-- Provided records follows --

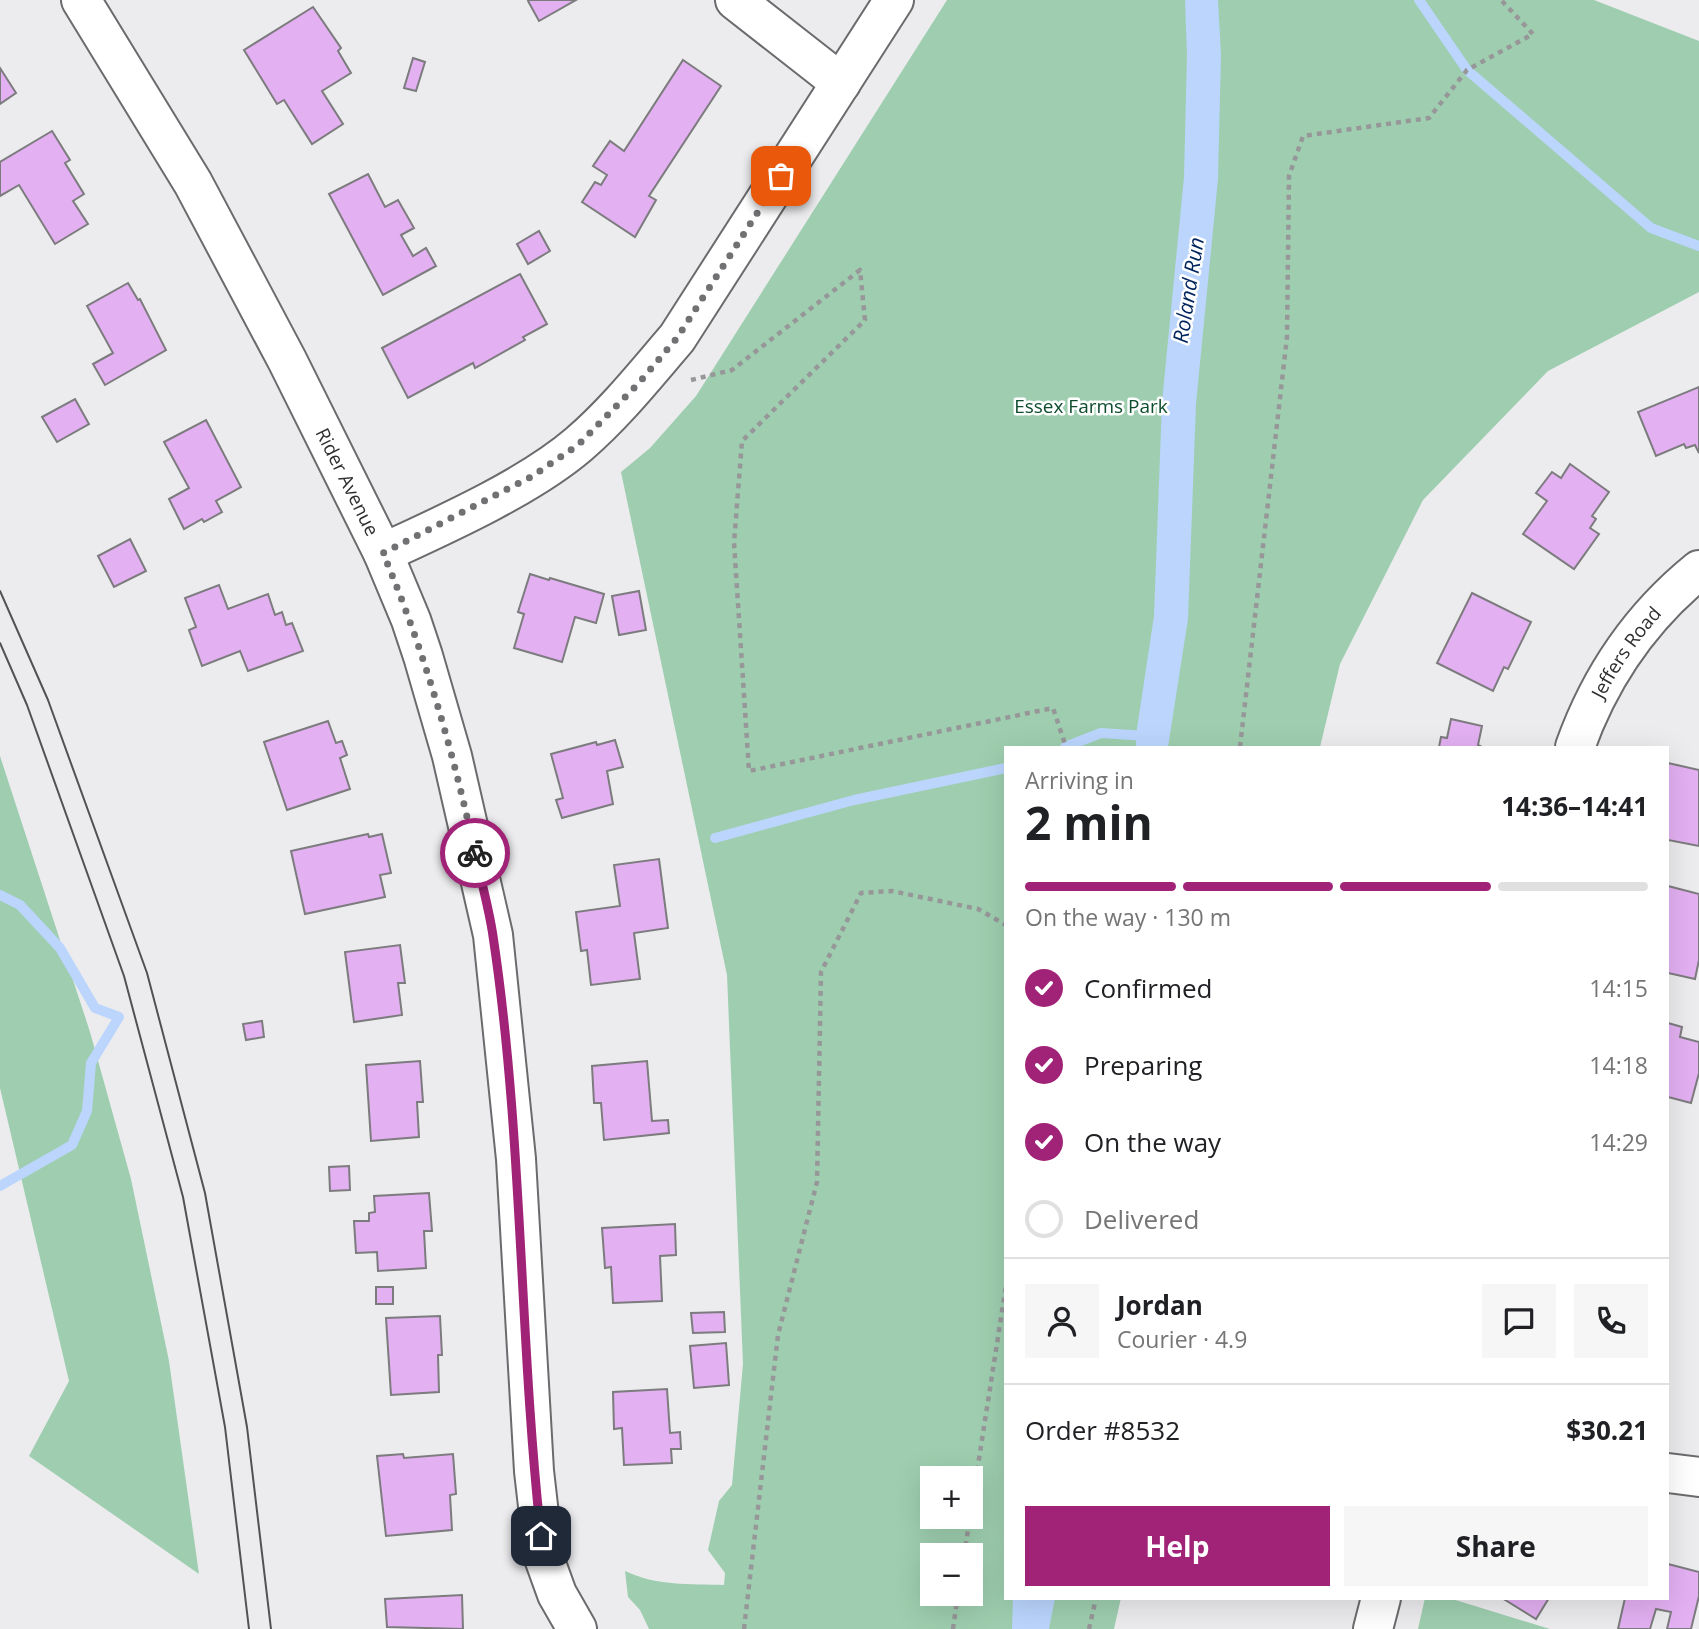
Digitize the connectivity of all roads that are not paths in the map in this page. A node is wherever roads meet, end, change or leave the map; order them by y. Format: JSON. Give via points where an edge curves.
{"nodes":[{"id":1,"x":81,"y":0,"type":"edge"},
{"id":2,"x":735,"y":0,"type":"edge"},
{"id":3,"x":894,"y":0,"type":"edge"},
{"id":4,"x":841,"y":83,"type":"junction"},
{"id":5,"x":383,"y":553,"type":"junction"},
{"id":6,"x":1699,"y":570,"type":"edge"},
{"id":7,"x":1575,"y":746,"type":"edge"},
{"id":8,"x":1669,"y":1473,"type":"edge"},
{"id":9,"x":1699,"y":1477,"type":"edge"},
{"id":10,"x":1380,"y":1600,"type":"edge"},
{"id":11,"x":577,"y":1629,"type":"edge"},
{"id":12,"x":1373,"y":1629,"type":"edge"}],
"edges":[{"from":1,"to":5,"type":"street","name":"Rider Avenue","via":[[193,183],[288,360]]},
{"from":2,"to":4,"type":"street"},
{"from":3,"to":4,"type":"street"},
{"from":4,"to":5,"type":"street","via":[[677,338],[638,384],[578,445],[531,477]]},
{"from":5,"to":11,"type":"street","name":"Rider Avenue","via":[[411,620],[453,756],[493,935],[514,1146],[534,1471],[544,1558]]},
{"from":6,"to":7,"type":"street","name":"Jeffers Road","via":[[1667,596],[1612,666]]},
{"from":8,"to":9,"type":"street"},
{"from":10,"to":12,"type":"street"}]}
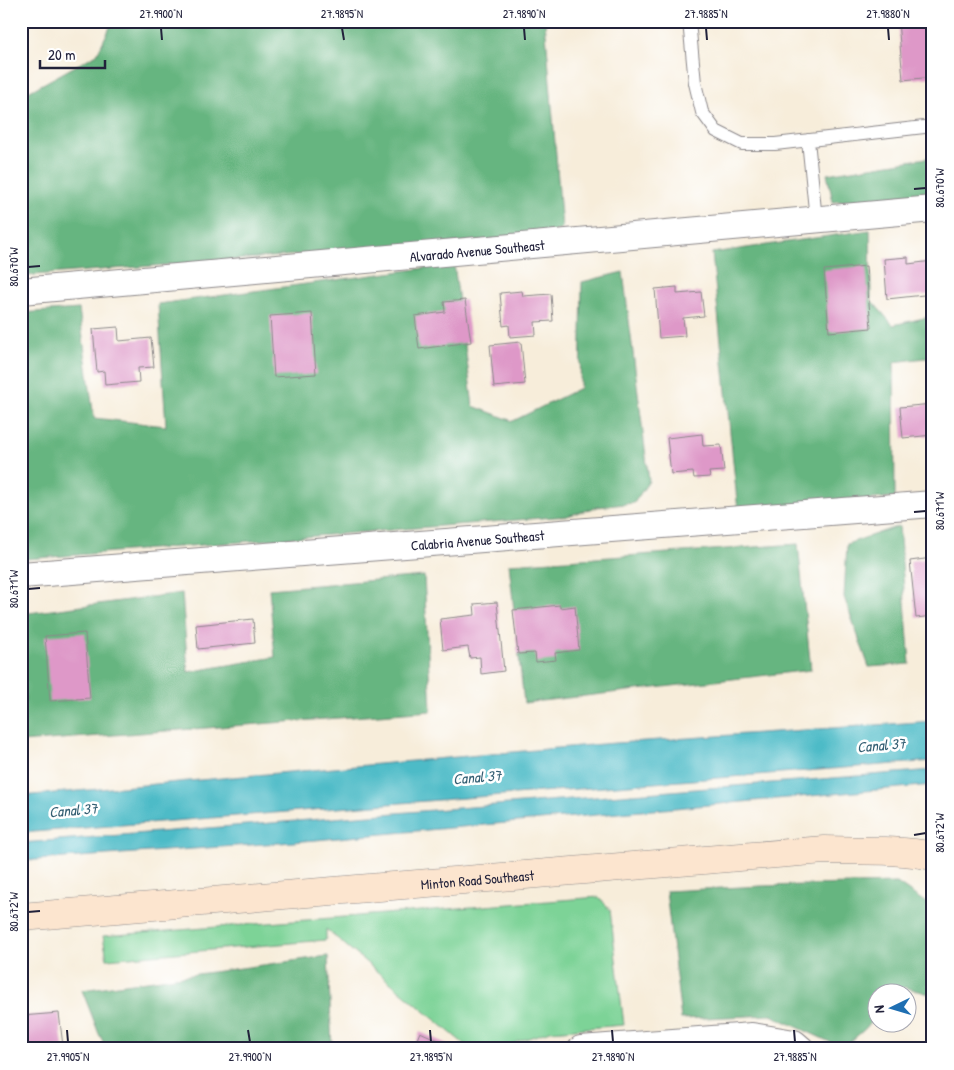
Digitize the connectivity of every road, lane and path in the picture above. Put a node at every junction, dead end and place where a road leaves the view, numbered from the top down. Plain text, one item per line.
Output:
1 (689, 21) edge
2 (933, 126) edge
3 (808, 140) junction
4 (933, 209) edge
5 (816, 220) junction
6 (21, 291) edge
7 (933, 504) edge
8 (21, 575) edge
9 (933, 856) edge
10 (21, 917) edge
11 (581, 1049) edge
12 (801, 1049) edge

1 - 3 lane
2 - 3 lane
3 - 5 lane
4 - 5 street, Alvarado Avenue Southeast
5 - 6 street, Alvarado Avenue Southeast
7 - 8 street, Calabria Avenue Southeast
9 - 10 street, Minton Road Southeast
11 - 12 street

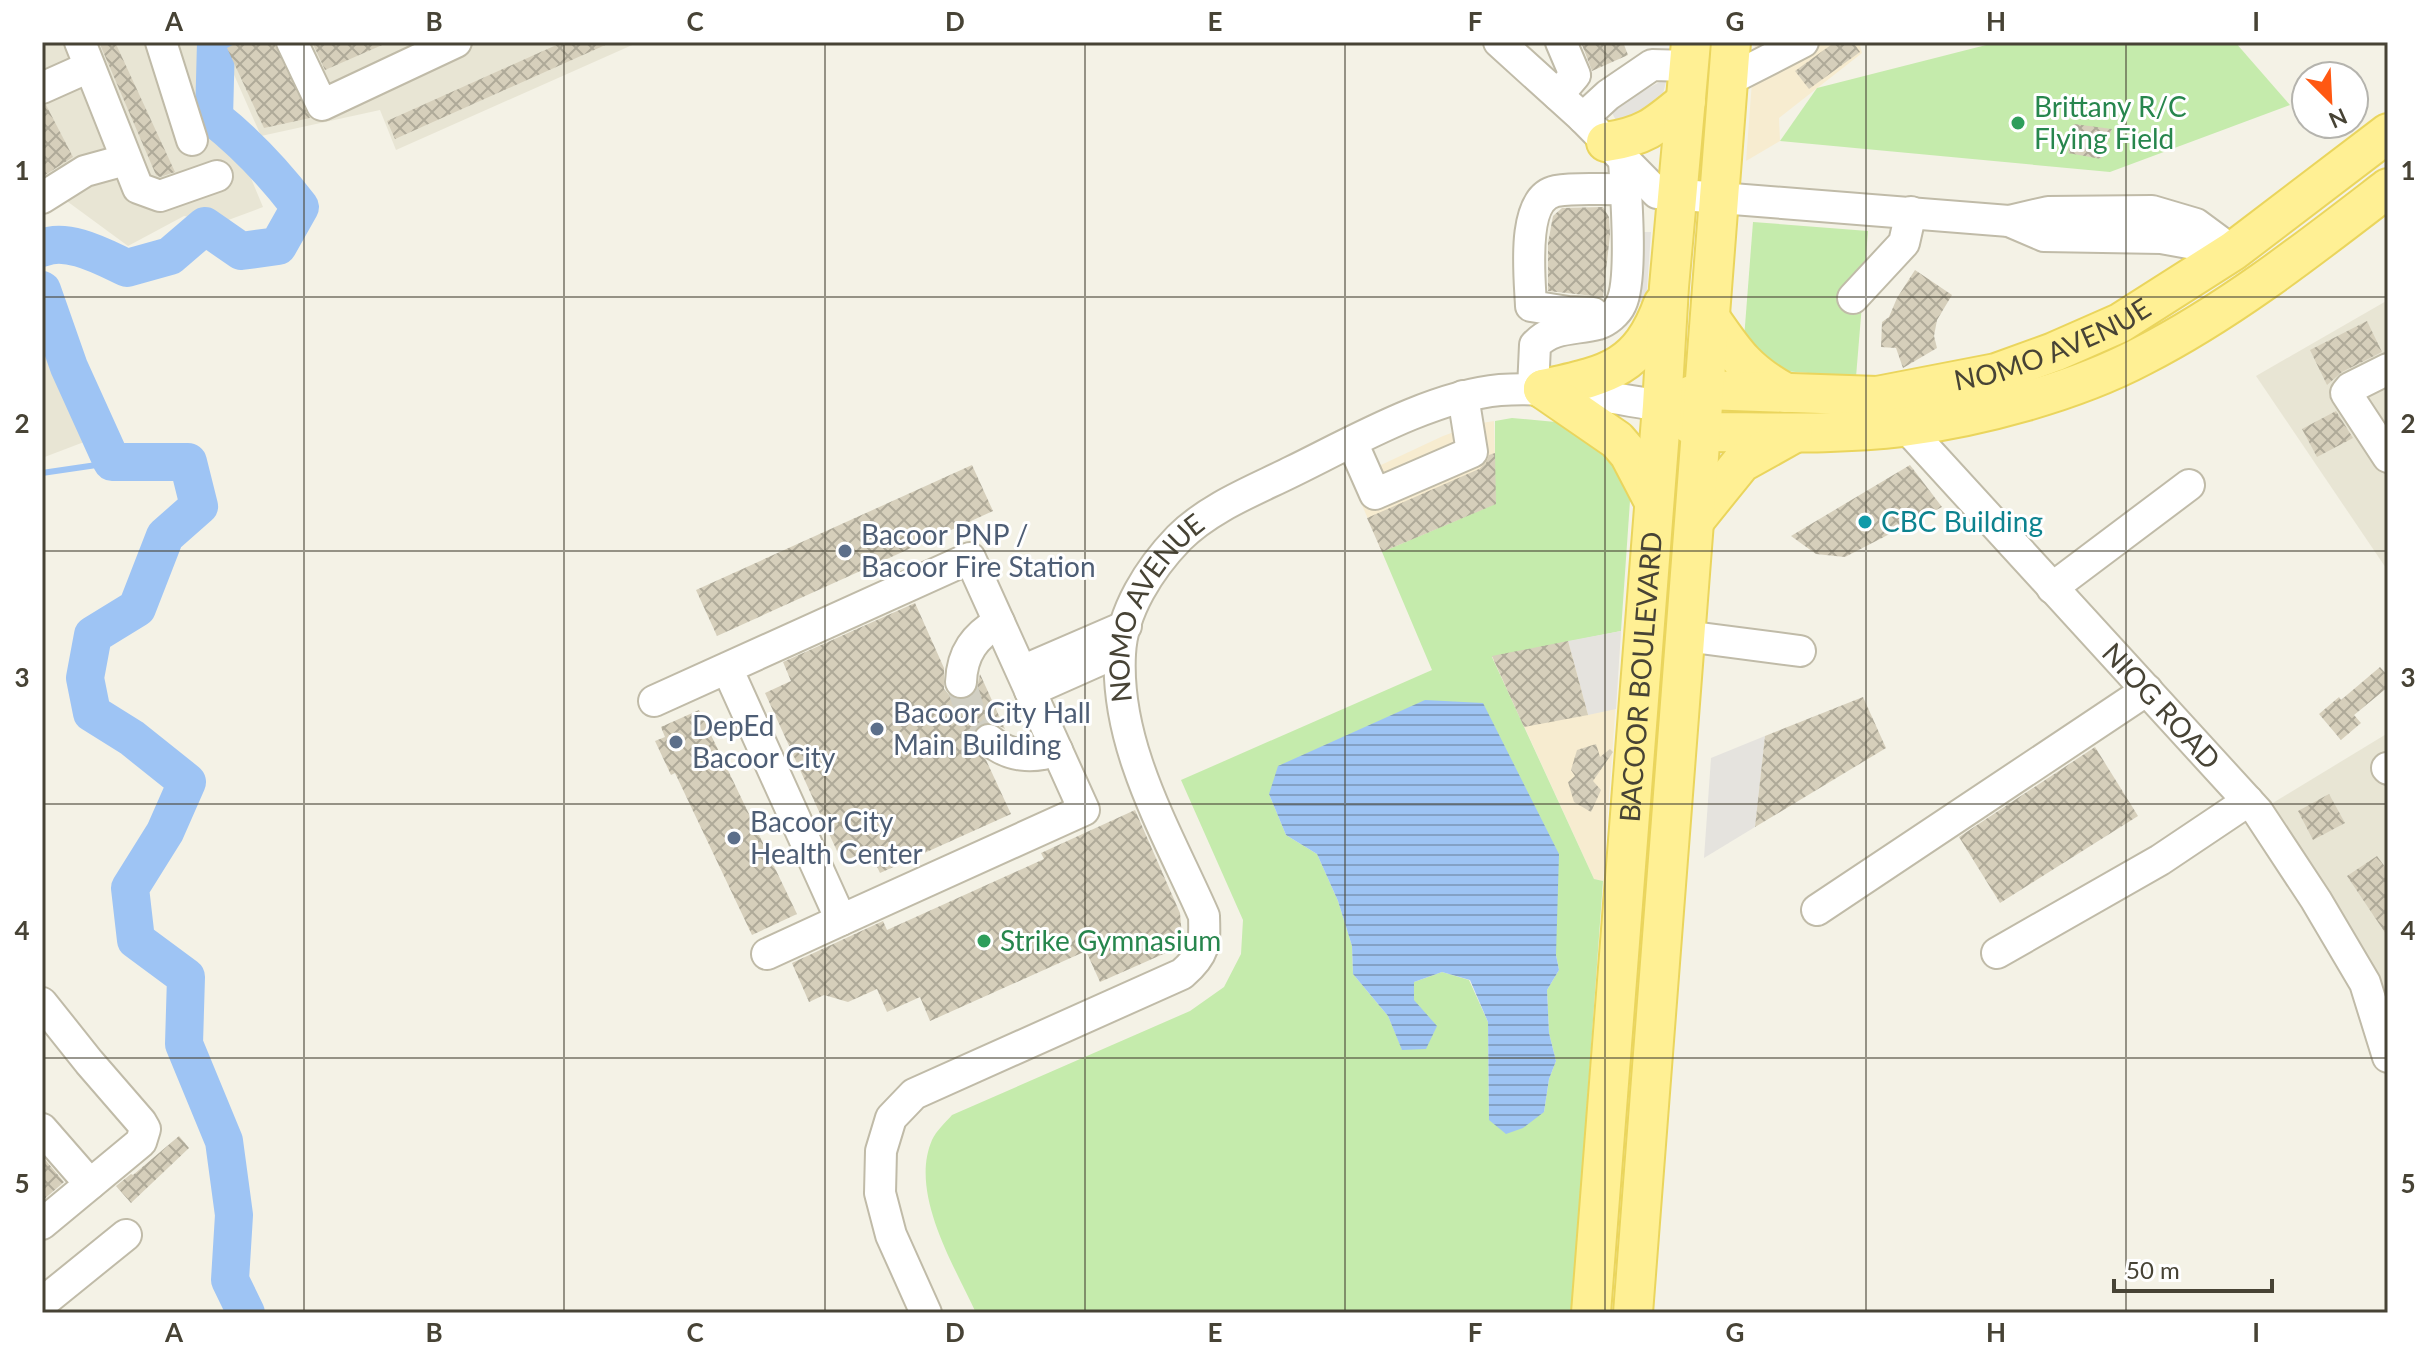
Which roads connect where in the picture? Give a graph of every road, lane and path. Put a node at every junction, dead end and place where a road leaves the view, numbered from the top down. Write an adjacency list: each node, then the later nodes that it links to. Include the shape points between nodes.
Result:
1 (161, 42): 15 (street)
2 (292, 42): 3 (street, via 322,105)
3 (456, 42)
4 (1499, 42): 13 (street)
5 (1561, 42): 13 (street, via 1575,75)
6 (1731, 42): 11 (main road, BACOOR BOULEVARD)
7 (1803, 42): 11 (street)
8 (1652, 54): 10 (street); 16 (street, via 1608,95)
9 (84, 55): 12 (street); 17 (street)
10 (1689, 69): 16 (main road, via 1660,122); 20 (main road, BACOOR BOULEVARD)
11 (1729, 80): 22 (main road, BACOOR BOULEVARD)
12 (42, 88)
13 (1558, 95): 16 (street)
14 (2388, 133): 18 (main road, NOMO AVENUE)
15 (192, 140)
16 (1610, 152): 20 (street, via 1657,193); 28 (street, via 1627,257 1624,293); 28 (street, via 1539,202 1532,220 1531,306)
17 (125, 160): 19 (street, via 138,188 160,196); 23 (street, via 85,171)
18 (2336, 171): 21 (street); 25 (main road, NOMO AVENUE)
19 (217, 176)
20 (1679, 195): 22 (street); 26 (main road, BACOOR BOULEVARD)
21 (2383, 195): 37 (main road, NOMO AVENUE, via 2259,283 2140,357 2004,407)
22 (1720, 197): 24 (street); 29 (main road, BACOOR BOULEVARD)
23 (42, 198)
24 (1911, 212): 25 (street, via 2009,221 2044,236 2161,238); 27 (street, via 1904,243)
25 (2233, 251): 35 (main road, NOMO AVENUE, via 2120,323 2054,352 1996,373)
26 (1669, 287): 31 (main road, via 1653,331 1639,350 1599,377); 36 (main road, BACOOR BOULEVARD)
27 (1853, 298)
28 (1613, 314): 31 (street, via 1600,323 1555,330 1542,338 1535,345)
29 (1711, 319): 32 (main road, BACOOR BOULEVARD); 33 (main road, via 1743,365)
30 (2388, 369): 41 (street, via 2346,393)
31 (1538, 389): 34 (street, NOMO AVENUE); 36 (street, NOMO AVENUE); 43 (main road, via 1617,440)
32 (1705, 390): 33 (main road, NOMO AVENUE); 36 (main road, NOMO AVENUE); 39 (main road, BACOOR BOULEVARD)
33 (1786, 393): 35 (main road, NOMO AVENUE)
34 (1463, 396): 40 (street, NOMO AVENUE); 40 (street, via 1472,452 1375,494)
35 (1877, 396): 37 (street, NIOG ROAD)
36 (1662, 406): 39 (main road, NOMO AVENUE); 43 (main road, BACOOR BOULEVARD)
37 (1905, 426): 38 (main road, NOMO AVENUE); 45 (street, NIOG ROAD)
38 (1798, 431): 39 (main road, NOMO AVENUE); 44 (main road, via 1741,463)
39 (1702, 432): 44 (main road, BACOOR BOULEVARD)
40 (1352, 442): 48 (street, NOMO AVENUE, via 1235,500 1181,536 1148,577)
41 (2388, 457)
42 (2189, 485): 45 (street)
43 (1653, 500): 70 (main road, BACOOR BOULEVARD)
44 (1695, 520): 47 (main road, BACOOR BOULEVARD)
45 (2052, 588): 53 (street, NIOG ROAD)
46 (999, 622): 50 (street, via 970,558 828,632); 51 (street); 52 (street, via 972,643)
47 (1685, 636): 49 (street); 71 (main road, BACOOR BOULEVARD)
48 (1123, 638): 51 (street); 69 (street, NOMO AVENUE, via 1120,695 1128,732 1204,916 1205,942 1197,961 1182,974 914,1094 891,1118 881,1151 880,1193 891,1235)
49 (1800, 651)
50 (727, 668): 54 (street); 59 (street)
51 (1026, 681): 56 (street)
52 (961, 682)
53 (2147, 690): 57 (street, NIOG ROAD); 58 (street)
54 (654, 701)
55 (989, 740): 56 (street, via 1024,756)
56 (1057, 750): 59 (street, via 1084,810)
57 (2248, 801): 60 (street, via 2160,860); 63 (street, NIOG ROAD, via 2365,983)
58 (1817, 910)
59 (841, 920): 61 (street)
60 (1997, 953)
61 (767, 954)
62 (42, 1003): 65 (street, via 141,1122 144,1137)
63 (2388, 1057)
64 (42, 1129): 65 (street)
65 (90, 1184): 66 (street)
66 (42, 1224)
67 (126, 1235): 68 (street)
68 (42, 1303)
69 (926, 1313)
70 (1591, 1313)
71 (1633, 1313)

-- Provided records concluded --

What is needed: What are the lines of the data above that include the string "lane"? Copy them.

Reply:
Digitize the connectivity of every road, lane and path in the picture above. Put a node at every junction, dead end and place where a road leaves the view, numbered from the top down. Plain text, one item per line.
1 - 3 lane
2 - 3 lane
3 - 5 lane
Which roads connect where in the picture? Give a graph of every road, lane and path. Put a node at every junction, dead end and place where a road leaves the view, numbered from the top down. Write an adjacency list: each node, then the later nodes that it links to. Include the shape points between nodes.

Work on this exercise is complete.